Partiamo dalla base. Cosa è la biometria?
«Un sistema di riconoscimento biometrico è quello che utilizza il corpo umano per l’identificazione sicura degli utenti e lo fa sulla base di una o più caratteristiche biologiche e comportamentali. Caratteristiche che sono già state convertite, tramite degli algoritmi, in codici unici e irripetibili e che sbloccano il sistema di accesso al pagamento. Per intenderci, al posto di una password o di un pin è possibile utilizzare l’impronta dell’idride dell’occhio o quella digitale di un dito o, ancora, il profilo di un volto».
Insomma una “firma” personalissima praticamente a prova di furto?

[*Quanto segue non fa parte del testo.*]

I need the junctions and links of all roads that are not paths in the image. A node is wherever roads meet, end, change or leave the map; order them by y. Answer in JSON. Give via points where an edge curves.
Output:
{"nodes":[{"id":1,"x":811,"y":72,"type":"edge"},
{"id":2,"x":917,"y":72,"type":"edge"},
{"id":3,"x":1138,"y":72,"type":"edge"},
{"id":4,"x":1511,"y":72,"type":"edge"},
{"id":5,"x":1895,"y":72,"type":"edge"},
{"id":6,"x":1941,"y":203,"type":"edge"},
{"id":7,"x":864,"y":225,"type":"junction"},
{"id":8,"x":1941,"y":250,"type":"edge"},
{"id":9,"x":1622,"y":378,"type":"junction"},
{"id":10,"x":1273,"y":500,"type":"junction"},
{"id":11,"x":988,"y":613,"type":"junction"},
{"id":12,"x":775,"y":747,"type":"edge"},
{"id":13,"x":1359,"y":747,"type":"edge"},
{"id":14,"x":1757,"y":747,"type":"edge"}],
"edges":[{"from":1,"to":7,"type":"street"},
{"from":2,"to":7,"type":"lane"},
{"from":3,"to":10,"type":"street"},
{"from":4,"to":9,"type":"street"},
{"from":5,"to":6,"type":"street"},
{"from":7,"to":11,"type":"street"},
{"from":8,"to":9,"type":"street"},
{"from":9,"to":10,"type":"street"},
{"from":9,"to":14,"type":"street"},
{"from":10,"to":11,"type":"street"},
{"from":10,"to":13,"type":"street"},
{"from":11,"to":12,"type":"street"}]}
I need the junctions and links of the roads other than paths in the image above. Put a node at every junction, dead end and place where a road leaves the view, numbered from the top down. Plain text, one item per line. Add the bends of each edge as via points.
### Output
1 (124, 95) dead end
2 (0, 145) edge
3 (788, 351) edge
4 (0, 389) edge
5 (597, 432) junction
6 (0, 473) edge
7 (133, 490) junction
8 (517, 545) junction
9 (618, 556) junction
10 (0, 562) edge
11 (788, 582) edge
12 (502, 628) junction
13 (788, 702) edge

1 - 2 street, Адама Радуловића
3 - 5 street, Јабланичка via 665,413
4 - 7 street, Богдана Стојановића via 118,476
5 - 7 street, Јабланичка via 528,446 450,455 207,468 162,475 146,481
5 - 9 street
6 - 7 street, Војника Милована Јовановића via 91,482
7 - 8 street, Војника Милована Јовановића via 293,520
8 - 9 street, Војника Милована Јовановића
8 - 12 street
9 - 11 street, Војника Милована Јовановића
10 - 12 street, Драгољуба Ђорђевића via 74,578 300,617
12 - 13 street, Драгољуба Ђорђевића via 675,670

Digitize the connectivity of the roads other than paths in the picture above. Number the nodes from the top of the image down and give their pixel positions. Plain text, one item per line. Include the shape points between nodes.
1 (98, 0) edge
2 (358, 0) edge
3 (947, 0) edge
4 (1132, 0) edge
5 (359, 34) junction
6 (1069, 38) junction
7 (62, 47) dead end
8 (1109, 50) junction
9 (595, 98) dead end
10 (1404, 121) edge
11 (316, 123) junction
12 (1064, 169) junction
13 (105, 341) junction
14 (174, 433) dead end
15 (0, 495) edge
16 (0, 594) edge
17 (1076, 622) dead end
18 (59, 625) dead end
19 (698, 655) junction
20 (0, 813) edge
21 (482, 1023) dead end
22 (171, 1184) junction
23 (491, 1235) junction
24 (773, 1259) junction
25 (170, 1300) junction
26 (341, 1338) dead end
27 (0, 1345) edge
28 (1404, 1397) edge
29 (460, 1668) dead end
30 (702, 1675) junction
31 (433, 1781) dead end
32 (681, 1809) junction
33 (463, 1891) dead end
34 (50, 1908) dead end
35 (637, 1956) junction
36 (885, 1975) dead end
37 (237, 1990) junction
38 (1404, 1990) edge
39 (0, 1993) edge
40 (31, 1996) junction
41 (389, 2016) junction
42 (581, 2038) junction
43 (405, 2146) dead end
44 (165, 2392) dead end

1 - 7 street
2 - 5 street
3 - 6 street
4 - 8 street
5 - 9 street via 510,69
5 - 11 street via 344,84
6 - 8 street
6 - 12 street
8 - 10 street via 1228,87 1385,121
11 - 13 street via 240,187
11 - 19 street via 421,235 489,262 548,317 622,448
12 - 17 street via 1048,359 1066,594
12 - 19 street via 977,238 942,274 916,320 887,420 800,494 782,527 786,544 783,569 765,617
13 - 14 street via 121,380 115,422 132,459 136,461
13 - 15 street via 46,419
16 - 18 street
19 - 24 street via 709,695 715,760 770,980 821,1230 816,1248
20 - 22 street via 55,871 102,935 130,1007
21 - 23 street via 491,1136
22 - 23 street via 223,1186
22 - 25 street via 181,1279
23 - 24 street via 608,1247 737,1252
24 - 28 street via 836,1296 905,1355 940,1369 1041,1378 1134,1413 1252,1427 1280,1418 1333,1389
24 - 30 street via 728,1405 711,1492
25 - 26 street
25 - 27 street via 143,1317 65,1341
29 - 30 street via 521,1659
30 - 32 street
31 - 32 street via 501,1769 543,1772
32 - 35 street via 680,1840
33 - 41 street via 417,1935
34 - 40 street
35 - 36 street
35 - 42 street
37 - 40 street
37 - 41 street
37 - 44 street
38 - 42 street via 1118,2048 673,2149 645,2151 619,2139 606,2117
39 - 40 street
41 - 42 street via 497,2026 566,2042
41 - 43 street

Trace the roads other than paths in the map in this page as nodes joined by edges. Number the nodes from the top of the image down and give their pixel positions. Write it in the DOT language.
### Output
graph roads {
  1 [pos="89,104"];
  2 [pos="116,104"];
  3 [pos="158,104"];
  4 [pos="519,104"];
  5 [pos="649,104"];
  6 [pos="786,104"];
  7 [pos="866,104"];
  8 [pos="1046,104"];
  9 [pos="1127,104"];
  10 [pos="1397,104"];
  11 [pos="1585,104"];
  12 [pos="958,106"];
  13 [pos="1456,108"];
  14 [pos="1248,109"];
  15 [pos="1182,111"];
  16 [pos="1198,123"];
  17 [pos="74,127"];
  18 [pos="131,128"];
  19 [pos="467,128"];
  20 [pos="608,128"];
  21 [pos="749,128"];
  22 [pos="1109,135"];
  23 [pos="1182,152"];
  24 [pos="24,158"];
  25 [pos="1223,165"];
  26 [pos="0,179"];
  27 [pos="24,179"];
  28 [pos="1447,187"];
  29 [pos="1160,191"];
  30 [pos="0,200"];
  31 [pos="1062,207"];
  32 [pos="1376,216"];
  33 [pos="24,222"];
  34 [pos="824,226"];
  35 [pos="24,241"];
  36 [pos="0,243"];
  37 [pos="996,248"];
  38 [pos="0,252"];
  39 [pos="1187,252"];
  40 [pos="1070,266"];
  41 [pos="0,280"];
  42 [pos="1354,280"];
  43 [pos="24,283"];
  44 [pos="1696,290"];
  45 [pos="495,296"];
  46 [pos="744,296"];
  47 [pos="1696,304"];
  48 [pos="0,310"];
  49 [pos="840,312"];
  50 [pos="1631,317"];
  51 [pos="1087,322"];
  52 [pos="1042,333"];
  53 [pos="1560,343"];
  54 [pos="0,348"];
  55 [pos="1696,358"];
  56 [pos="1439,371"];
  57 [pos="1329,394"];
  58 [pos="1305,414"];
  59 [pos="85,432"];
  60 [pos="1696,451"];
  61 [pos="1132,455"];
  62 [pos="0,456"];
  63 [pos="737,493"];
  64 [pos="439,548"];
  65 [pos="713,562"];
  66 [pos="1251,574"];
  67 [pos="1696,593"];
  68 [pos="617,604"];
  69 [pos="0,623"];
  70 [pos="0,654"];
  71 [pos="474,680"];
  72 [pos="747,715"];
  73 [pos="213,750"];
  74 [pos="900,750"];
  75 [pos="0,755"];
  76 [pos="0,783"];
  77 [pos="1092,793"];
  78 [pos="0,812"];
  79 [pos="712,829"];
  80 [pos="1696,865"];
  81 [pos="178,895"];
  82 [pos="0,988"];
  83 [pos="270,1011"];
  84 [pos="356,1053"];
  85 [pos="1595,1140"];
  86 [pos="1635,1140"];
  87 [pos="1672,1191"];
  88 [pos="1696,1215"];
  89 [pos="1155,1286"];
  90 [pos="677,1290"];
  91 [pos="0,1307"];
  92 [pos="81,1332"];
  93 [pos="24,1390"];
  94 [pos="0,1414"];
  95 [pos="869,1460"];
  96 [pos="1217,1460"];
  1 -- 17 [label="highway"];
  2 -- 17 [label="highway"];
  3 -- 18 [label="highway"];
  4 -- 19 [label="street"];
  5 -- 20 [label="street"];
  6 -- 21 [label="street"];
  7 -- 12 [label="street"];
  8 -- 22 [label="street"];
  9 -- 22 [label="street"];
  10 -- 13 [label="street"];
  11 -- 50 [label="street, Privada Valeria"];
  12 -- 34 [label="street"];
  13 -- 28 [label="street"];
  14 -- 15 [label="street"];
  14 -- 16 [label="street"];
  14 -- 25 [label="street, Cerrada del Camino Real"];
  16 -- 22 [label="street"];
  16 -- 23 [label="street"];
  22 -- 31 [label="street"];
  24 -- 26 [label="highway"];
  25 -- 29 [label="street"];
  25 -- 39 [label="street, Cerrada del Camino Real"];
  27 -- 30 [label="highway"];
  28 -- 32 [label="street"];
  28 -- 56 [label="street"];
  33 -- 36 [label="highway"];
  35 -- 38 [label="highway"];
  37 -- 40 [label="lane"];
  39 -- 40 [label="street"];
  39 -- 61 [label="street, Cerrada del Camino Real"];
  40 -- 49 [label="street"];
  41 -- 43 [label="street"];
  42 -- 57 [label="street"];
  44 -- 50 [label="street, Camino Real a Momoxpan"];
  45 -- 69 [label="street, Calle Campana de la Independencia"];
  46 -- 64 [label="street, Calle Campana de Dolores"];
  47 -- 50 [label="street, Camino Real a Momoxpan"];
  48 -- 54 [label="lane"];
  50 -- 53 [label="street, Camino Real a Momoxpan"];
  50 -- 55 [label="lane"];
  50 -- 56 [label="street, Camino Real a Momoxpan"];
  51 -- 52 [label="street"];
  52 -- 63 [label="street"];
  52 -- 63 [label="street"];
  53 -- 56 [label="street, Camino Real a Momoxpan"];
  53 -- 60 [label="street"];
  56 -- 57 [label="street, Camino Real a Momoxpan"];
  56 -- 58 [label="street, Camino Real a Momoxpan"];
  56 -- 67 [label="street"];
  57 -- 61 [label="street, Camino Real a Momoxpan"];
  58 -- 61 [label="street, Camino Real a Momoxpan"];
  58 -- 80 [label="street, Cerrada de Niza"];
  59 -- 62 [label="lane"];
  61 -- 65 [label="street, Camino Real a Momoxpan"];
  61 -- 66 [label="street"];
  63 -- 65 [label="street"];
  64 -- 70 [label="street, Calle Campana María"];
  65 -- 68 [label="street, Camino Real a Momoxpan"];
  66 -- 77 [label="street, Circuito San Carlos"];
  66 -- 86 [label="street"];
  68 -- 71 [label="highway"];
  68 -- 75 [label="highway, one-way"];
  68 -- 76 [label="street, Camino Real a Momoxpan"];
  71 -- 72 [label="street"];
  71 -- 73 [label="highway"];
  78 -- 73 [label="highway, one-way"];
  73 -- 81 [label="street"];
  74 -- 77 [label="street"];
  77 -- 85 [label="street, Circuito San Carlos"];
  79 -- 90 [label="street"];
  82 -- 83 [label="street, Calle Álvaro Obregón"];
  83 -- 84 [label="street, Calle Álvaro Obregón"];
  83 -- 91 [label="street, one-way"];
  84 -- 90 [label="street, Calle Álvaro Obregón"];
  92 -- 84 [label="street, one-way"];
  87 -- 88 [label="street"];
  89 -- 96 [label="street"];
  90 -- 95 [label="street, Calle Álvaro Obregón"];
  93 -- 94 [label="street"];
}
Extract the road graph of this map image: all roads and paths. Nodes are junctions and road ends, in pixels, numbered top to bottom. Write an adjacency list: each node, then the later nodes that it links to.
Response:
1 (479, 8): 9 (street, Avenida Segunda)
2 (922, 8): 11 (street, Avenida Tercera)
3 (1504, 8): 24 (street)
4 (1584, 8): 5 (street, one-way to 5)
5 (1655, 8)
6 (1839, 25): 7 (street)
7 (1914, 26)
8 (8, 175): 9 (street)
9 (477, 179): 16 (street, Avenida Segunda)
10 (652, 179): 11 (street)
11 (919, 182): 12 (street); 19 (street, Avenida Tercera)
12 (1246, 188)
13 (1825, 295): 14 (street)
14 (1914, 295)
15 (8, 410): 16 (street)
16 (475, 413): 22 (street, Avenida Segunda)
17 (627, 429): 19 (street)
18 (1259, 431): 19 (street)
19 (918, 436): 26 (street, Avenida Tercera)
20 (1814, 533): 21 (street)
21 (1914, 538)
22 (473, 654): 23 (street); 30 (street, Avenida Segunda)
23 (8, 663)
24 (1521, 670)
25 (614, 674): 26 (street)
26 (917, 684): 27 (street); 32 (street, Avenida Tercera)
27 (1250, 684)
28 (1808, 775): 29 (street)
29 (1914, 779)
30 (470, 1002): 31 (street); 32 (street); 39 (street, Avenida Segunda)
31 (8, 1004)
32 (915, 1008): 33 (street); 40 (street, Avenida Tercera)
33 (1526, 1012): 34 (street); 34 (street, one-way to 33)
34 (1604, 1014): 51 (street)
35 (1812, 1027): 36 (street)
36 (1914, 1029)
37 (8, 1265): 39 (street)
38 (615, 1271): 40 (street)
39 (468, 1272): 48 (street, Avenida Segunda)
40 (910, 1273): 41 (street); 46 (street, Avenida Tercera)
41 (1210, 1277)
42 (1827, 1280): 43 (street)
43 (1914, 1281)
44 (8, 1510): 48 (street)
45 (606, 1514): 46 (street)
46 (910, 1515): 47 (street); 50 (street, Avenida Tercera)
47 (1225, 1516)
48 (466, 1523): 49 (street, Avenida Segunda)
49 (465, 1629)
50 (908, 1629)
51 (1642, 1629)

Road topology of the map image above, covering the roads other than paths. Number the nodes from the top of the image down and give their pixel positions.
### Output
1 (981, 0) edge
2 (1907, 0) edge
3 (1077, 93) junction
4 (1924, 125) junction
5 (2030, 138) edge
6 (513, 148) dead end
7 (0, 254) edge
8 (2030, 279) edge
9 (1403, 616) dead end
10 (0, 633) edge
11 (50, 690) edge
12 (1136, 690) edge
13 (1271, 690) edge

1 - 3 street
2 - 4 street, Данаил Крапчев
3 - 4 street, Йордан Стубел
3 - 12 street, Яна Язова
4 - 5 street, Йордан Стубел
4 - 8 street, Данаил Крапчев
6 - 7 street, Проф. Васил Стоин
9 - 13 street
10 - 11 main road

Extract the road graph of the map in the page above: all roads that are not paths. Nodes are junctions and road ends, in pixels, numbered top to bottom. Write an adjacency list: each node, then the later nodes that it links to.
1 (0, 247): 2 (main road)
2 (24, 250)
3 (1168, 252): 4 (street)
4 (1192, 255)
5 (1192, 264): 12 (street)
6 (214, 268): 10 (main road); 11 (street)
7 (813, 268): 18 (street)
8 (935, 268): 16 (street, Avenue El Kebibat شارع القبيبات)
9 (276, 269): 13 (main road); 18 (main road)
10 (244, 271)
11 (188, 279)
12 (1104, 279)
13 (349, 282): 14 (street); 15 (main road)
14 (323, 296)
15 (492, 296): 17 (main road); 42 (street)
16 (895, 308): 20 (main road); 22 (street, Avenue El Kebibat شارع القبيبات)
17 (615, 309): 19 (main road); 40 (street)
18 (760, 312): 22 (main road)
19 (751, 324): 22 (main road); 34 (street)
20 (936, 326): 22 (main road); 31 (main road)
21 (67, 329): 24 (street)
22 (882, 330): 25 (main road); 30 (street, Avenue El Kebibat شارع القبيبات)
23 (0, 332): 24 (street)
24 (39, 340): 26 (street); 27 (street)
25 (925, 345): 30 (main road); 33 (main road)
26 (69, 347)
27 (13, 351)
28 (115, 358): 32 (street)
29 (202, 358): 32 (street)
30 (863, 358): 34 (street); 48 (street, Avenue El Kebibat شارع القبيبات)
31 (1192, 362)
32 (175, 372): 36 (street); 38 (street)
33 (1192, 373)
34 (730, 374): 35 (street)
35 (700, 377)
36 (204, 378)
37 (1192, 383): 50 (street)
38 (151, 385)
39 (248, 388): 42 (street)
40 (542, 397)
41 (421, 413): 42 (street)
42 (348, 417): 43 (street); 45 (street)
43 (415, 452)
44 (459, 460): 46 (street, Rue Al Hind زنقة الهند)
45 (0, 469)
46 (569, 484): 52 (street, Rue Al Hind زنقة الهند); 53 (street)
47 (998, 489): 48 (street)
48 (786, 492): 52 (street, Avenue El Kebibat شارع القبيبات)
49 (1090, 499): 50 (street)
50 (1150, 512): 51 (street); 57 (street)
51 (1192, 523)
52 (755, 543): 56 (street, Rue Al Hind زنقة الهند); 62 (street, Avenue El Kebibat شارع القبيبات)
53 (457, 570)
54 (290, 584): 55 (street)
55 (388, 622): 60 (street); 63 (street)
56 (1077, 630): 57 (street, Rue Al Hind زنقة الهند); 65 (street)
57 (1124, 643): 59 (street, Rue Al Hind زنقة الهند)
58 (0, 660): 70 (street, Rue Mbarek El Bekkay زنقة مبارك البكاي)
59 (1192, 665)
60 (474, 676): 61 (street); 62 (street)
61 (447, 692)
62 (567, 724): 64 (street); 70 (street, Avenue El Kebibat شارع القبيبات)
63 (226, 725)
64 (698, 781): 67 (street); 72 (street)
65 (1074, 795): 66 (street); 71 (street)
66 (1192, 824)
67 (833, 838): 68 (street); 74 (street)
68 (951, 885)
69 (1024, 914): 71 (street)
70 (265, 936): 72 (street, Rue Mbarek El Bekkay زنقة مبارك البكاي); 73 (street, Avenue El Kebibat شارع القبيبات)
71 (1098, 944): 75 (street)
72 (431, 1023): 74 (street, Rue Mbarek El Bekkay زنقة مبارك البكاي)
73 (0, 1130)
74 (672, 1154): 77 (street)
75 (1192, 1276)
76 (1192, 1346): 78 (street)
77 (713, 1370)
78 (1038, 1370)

«Non proprio. Sicuramente è un sistema che sul piano della sicurezza è molto più efficace dei normali pin o delle password. Infatti riprodurre un’impronta digitale non è uno scherzo e il profilo di un volto è unico, difficilissimo da “rubare”. Ma al tempo stesso decidere di affidarsi completamente a una di queste chiavi per accedere ai patrimoni finanziari è molto rischioso. In caso di furto, infatti, non ci sarebbe modo di tornare indietro. Se un fantomatico criminale dovesse appropriarsi delle nostre impronte digitali noi non potremmo, come accade oggi, bloccare il pin e chiederne uno nuovo. Ci ruberebbe una parte di noi per sempre. Sarebbe impossibile, a quel punto, cambiare le nostre impronte digitali».
E quindi come se ne esce?
«Se ne esce con la vivezza. Il garante della privacy, infatti, ha inserito la necessità che alla biometria si affianchi il concetto di vivezza. Per intenderci vuol dire che se usiamo l’iride come chiave di accesso al nostro sistema di pagamento la lettura avviene solo se l’occhio è vivo e quindi la pupilla si muove, è lucida, la palpebra si chiude e via di seguito. Per il dito ci deve essere la circolazione sanguigna, il volto si deve muovere ed essere a sua volta irrorato. Insomma, se un ladro provasse a staccare un dito al riccone di turno non avrebbe fatto tombola. Quel dito non gli servirebbe a niente senza essere ben “attaccato” al suo proprietario».
Ma se invece del comune ladro fosse un hacker a bucare il sistema e riuscisse a entrare nel database dove sono conservati i codici che corrispondono alle nostre “impronte”?
«Anche questo è un problema che si è posto il garante della privacy. Ed è stato stabilito che le impronte biometriche non vengano conservate in un archivio centrale. Ogni volta è il singolo device che scannerizza l’impronta e tramite un algoritmo genera il codice che sblocca il pagamento. Al massimo, quindi, il furto potrà avvenire rispetto al device che è stato “sbloccato” nell’immediato. Nessuno potrà accedere a tutti i codici».
Pagamenti online vuol dire addio contante e addio evasione?
«Il contante ha un costo elevatissimo per le banche. La gestione materiale delle banconote e delle monete è un peso che in futuro nessun grande gruppo creditizio e finanziario sarà più disposto a sobbarcarsi. Inoltre non garantisce nessun meccanismo efficace di tracciabilità e quindi sarà combattuto anche dagli Stati. Il futuro saranno i pagamenti da mobile con meccanismi di accesso biometrici. Un futuro già molto presente visto che tutte le grandi case di produzione di device si stanno attrezzando in questo senso. Già dal prossimo anno ne vedremo delle belle».